Trend: Fax-and-Wait FDCPA Claims on the Rise

Debt collectors and others subject to the Fair Debt Collection Practices Act take note:  a prolific plaintiffs’ attorney has a new tactic.  I call it the “Fax-and-Wait” approach to FDCPA litigation.

At least four FDCPA cases filed in the past six weeks allege the same basic fact pattern. 

In each case, the consumer contacts the attorney about ongoing debt collection efforts.  The attorney then faxes a letter to the debt collection company.  The faxed letter may indicate that the consumer disputes the debt.  At a minimum, the letters indicate that the attorney has been retained to represent the consumer in connection with the debt. 

Next, the attorney waits a few months.  Then, he essentially looks for ways in which the debt collection company may have failed to respond to the information included in the faxed letter. 

For example, if the letter states that the debt is disputed, the attorney reviews the consumer’s credit report to see if the debt is reported as disputed.  Or, he waits to see if the debt collection company sends further correspondence directly to the consumer (as opposed to directing correspondence to the consumer’s attorney). 

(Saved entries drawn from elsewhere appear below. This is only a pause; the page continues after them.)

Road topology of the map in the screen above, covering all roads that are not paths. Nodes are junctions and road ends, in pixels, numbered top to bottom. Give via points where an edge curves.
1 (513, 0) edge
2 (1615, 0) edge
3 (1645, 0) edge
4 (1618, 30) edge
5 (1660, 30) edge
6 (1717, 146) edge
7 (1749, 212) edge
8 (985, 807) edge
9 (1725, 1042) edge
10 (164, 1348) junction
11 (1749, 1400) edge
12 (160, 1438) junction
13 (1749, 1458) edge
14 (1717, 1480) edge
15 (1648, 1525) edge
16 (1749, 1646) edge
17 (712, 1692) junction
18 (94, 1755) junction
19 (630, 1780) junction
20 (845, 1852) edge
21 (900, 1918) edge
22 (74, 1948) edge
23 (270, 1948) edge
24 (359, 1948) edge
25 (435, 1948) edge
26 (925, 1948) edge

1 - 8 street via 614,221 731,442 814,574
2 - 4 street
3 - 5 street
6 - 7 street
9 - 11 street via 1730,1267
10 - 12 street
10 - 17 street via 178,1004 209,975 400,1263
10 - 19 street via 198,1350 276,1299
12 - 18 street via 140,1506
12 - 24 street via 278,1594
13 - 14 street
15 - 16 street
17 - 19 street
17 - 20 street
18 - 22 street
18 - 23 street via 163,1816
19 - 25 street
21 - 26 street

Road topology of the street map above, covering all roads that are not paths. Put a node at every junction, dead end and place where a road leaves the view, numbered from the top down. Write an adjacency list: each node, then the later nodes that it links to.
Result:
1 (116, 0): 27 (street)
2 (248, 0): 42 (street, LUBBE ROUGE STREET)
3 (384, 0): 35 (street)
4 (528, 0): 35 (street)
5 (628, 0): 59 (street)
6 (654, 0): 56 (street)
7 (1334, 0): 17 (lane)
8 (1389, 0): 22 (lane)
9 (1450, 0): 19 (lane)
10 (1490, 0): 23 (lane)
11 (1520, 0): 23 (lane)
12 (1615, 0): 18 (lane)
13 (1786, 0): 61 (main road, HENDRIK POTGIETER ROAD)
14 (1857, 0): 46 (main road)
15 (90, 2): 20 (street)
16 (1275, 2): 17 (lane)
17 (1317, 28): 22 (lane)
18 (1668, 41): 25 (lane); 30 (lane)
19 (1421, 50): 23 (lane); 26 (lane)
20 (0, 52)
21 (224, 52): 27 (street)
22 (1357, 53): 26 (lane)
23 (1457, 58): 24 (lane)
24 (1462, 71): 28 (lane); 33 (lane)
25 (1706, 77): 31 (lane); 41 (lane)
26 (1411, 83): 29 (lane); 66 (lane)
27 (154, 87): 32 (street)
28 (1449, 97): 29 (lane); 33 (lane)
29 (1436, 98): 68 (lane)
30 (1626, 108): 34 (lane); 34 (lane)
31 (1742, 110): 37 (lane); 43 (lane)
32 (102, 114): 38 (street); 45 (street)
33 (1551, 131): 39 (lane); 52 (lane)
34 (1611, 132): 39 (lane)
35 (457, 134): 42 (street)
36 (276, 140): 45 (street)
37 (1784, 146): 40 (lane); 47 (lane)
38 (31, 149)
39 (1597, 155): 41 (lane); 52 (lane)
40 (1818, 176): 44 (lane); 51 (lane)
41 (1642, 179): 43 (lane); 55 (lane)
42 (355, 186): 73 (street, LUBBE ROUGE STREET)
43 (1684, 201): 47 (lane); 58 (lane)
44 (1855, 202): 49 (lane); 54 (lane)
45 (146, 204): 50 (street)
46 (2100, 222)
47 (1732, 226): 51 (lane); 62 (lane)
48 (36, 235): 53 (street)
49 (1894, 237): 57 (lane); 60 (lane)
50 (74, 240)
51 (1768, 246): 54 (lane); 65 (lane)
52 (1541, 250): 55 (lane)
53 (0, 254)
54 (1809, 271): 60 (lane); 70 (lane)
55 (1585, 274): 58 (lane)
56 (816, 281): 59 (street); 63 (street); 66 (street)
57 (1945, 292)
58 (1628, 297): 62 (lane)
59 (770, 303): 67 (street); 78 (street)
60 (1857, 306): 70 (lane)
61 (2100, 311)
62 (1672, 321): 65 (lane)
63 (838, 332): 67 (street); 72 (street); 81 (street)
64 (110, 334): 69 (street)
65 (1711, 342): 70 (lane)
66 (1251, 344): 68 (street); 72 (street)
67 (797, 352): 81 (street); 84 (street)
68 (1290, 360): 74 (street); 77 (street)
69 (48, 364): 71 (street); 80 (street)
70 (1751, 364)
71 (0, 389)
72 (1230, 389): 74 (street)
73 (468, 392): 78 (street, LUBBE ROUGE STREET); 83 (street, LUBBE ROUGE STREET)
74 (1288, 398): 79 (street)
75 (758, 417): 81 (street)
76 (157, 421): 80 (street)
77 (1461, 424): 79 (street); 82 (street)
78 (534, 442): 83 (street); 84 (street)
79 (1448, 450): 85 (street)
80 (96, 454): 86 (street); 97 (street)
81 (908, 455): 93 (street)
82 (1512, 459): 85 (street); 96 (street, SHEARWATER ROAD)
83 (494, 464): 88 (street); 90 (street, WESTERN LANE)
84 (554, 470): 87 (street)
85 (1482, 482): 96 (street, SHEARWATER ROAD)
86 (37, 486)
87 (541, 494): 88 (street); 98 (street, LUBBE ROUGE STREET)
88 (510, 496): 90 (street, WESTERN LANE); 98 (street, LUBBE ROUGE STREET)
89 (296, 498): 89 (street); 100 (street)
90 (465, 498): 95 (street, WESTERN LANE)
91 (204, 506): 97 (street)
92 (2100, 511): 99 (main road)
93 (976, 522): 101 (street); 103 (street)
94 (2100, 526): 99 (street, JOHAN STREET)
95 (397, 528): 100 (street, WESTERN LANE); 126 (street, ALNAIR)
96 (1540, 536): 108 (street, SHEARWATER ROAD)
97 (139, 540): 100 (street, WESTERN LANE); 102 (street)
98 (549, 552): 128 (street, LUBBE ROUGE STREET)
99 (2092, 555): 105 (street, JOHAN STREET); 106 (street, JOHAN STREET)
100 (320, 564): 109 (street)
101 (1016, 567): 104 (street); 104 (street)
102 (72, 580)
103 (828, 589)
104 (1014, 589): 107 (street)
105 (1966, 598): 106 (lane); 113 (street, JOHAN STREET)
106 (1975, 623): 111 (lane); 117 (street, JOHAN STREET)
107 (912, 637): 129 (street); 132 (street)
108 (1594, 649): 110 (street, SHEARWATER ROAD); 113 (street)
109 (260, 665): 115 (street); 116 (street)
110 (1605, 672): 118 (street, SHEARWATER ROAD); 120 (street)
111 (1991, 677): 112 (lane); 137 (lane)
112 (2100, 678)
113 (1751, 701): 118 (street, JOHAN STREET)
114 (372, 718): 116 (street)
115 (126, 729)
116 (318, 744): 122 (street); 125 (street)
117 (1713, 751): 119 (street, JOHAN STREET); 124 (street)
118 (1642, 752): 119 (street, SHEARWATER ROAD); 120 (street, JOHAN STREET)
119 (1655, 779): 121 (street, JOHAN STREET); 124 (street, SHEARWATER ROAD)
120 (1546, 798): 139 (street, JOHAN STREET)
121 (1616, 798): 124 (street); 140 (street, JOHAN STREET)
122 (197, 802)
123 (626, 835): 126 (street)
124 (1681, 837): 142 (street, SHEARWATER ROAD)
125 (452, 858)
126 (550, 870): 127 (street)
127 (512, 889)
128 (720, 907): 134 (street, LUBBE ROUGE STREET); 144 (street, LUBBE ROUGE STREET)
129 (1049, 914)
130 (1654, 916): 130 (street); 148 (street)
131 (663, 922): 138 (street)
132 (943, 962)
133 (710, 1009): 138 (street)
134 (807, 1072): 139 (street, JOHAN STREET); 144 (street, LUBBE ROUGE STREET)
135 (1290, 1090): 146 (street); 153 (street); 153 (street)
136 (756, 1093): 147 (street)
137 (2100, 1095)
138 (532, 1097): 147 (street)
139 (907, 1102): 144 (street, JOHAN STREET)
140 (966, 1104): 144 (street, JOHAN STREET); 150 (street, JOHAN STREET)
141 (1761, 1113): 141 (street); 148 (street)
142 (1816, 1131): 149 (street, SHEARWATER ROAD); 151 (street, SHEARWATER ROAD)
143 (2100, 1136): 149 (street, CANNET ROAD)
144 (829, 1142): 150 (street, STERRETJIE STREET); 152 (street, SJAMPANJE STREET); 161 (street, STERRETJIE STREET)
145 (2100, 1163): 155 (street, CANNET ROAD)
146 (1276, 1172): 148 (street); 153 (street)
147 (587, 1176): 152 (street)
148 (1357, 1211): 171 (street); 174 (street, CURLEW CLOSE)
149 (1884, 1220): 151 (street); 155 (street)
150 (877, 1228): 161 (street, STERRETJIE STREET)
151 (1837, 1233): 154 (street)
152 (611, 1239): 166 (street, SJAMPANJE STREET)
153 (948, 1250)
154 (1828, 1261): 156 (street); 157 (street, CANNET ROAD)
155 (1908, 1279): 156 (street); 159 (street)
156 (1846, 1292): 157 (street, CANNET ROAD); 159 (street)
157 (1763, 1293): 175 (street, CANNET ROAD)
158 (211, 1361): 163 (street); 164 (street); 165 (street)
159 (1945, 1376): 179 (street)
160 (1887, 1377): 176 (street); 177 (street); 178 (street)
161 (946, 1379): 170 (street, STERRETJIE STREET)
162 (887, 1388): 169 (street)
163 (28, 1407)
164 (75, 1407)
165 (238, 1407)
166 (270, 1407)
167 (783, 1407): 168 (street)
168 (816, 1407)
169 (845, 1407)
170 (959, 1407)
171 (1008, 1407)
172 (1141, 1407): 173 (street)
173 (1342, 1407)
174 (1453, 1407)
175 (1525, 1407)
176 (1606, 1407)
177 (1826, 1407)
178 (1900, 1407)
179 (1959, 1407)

Any alleged failure to report the debt as disputed to the credit reporting agencies results in a claim under 15 U.S.C. § 1692e(8).  Allegations that the debt collector communicated with the debtor directly, despite knowing that the consumer was represented by an attorney, are leveraged to support a claim under 15 U.S.C. § 1692c(a)(2).

Regardless of the merits of these allegations, the tactic is plainly designed to take advantage of the fact that the fax machine is likely the least monitored form of communication in any office setting.